## MATERIAL FOR THIS TASK
-=-=-
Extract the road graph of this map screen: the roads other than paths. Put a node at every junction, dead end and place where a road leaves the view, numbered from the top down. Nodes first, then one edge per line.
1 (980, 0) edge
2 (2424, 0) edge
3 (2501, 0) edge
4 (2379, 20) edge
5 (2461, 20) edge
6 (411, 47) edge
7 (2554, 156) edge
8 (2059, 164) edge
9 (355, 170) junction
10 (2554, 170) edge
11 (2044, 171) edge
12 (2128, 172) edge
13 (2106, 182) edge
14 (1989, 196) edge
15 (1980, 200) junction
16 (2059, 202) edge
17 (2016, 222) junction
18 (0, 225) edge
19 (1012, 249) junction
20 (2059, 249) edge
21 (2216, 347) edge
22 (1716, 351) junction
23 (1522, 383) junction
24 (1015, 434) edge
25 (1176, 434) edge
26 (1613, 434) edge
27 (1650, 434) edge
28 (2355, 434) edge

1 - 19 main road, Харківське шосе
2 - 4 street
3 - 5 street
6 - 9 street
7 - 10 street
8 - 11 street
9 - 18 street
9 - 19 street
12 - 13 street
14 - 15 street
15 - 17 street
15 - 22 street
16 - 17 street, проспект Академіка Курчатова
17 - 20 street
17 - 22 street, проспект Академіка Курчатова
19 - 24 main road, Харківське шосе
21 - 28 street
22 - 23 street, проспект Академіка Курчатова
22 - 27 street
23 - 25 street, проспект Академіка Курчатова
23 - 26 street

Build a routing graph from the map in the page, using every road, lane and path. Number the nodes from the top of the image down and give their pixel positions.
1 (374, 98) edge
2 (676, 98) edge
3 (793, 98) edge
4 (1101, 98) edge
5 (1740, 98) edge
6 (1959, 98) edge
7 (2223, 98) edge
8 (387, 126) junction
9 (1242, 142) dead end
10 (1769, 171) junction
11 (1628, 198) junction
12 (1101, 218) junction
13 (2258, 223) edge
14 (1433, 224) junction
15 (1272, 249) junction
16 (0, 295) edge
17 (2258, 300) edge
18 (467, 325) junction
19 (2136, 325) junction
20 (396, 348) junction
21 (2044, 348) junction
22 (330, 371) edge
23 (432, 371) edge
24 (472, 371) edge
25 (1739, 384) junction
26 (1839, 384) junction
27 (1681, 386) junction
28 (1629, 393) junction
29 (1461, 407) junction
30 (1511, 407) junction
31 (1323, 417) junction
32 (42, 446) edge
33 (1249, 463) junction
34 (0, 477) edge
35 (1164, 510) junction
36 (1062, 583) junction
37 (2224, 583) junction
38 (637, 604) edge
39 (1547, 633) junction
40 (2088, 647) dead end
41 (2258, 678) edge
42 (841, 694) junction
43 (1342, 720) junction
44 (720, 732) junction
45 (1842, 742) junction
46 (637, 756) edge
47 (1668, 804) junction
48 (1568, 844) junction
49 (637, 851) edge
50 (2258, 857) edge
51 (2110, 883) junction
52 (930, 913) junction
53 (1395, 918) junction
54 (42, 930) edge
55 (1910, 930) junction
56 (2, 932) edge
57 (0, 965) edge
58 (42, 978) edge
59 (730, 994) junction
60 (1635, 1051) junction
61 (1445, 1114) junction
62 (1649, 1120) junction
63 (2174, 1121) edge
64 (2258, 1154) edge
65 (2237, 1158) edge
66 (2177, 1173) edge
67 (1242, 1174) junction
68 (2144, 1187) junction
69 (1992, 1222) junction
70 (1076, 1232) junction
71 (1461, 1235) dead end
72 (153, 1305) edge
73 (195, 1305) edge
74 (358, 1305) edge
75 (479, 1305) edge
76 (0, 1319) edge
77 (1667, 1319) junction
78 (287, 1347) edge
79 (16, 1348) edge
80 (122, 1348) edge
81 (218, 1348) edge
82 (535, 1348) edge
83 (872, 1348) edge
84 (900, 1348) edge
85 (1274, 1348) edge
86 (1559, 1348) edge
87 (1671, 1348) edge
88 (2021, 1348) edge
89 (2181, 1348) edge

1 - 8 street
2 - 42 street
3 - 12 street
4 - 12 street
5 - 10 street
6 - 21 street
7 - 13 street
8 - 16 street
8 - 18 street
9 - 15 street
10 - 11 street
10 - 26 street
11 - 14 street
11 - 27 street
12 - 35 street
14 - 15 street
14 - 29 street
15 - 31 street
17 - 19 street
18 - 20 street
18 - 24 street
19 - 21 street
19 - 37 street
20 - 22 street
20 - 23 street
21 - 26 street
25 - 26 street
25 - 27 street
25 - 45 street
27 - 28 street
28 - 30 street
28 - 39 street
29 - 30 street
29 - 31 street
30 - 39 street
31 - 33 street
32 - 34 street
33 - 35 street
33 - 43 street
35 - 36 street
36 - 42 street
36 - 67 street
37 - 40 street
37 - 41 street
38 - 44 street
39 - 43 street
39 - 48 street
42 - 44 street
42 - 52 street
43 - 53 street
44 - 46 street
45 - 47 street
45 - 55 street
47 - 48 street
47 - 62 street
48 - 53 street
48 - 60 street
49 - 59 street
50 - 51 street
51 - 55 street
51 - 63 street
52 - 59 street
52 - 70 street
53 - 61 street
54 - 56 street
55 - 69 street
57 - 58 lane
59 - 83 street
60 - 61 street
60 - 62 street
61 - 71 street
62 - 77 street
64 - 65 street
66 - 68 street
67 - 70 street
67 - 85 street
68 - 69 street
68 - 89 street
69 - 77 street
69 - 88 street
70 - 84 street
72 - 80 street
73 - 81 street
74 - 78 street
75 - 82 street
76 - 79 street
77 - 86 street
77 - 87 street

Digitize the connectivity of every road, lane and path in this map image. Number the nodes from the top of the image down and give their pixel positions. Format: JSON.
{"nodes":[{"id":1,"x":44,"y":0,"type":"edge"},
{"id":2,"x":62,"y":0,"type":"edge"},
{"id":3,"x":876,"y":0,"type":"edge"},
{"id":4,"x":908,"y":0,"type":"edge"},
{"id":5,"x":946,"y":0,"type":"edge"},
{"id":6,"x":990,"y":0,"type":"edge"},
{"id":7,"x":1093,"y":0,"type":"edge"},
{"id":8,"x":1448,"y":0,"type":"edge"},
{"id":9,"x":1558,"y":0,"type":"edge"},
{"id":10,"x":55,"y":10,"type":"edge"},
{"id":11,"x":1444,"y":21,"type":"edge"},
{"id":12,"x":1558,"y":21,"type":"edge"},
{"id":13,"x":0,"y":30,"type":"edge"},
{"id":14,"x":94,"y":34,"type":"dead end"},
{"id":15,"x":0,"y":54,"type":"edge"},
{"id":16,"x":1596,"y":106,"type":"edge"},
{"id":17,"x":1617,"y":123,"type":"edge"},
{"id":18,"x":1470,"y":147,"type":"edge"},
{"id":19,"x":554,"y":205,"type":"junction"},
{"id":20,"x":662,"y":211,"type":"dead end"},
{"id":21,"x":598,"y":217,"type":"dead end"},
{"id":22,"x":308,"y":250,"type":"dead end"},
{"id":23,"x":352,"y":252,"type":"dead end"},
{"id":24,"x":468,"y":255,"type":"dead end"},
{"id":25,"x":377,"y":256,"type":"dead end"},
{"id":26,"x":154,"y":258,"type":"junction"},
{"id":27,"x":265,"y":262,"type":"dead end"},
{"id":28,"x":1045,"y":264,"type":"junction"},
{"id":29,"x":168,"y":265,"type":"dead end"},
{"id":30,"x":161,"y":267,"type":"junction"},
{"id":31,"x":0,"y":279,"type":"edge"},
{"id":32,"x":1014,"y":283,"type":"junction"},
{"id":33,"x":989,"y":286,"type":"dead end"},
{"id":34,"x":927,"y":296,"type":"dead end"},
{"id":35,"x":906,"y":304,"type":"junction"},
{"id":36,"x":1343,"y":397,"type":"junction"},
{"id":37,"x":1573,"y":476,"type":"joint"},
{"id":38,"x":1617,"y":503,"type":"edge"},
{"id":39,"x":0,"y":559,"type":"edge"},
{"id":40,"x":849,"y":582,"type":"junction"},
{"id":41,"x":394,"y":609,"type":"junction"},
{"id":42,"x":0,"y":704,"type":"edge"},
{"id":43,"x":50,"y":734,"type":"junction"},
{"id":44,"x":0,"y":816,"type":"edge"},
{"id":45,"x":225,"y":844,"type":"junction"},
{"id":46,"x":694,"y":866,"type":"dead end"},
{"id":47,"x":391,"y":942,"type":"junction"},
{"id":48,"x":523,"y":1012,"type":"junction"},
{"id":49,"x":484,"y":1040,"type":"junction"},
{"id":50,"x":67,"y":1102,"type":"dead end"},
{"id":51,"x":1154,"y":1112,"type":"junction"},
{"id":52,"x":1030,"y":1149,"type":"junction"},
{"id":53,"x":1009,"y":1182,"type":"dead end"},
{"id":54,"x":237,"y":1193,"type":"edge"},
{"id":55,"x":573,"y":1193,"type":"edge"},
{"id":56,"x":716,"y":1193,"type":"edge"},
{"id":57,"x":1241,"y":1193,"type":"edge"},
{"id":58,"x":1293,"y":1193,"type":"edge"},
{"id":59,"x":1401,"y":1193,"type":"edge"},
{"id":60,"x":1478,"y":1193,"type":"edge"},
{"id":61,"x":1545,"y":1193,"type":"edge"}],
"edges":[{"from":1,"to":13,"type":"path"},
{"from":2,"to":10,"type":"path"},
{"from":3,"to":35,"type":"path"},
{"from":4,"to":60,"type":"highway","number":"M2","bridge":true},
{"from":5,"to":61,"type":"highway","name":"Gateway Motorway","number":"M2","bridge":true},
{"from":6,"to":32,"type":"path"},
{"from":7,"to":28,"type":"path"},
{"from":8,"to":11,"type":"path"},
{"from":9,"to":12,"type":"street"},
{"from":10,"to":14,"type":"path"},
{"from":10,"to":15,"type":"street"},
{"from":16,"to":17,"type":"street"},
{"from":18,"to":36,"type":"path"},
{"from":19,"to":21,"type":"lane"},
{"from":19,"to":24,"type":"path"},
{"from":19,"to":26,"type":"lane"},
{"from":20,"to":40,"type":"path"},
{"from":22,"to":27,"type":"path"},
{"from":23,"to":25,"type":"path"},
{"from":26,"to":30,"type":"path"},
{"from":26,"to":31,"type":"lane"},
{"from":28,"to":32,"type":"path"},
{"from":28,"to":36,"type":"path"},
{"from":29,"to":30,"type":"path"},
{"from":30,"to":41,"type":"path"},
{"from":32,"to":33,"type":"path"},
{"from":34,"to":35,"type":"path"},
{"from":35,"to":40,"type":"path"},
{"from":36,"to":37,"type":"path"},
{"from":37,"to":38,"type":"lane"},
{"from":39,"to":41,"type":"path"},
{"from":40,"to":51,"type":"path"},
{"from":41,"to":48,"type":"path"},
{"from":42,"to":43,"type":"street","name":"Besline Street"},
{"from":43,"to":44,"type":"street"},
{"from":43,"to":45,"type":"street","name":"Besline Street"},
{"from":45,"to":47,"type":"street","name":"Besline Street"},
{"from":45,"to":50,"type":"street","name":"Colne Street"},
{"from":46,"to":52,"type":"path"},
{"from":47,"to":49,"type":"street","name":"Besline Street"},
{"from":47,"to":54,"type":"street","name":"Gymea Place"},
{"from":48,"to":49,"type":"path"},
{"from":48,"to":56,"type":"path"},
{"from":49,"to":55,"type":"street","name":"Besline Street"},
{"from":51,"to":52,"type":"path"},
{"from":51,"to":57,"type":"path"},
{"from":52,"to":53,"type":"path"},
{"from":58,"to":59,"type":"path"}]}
-=-=-
## REQUIRED WORK
Gather, from the listing above, every line carrying the word "Академіка".

## ANSWER AREA
16 - 17 street, проспект Академіка Курчатова
17 - 22 street, проспект Академіка Курчатова
22 - 23 street, проспект Академіка Курчатова
23 - 25 street, проспект Академіка Курчатова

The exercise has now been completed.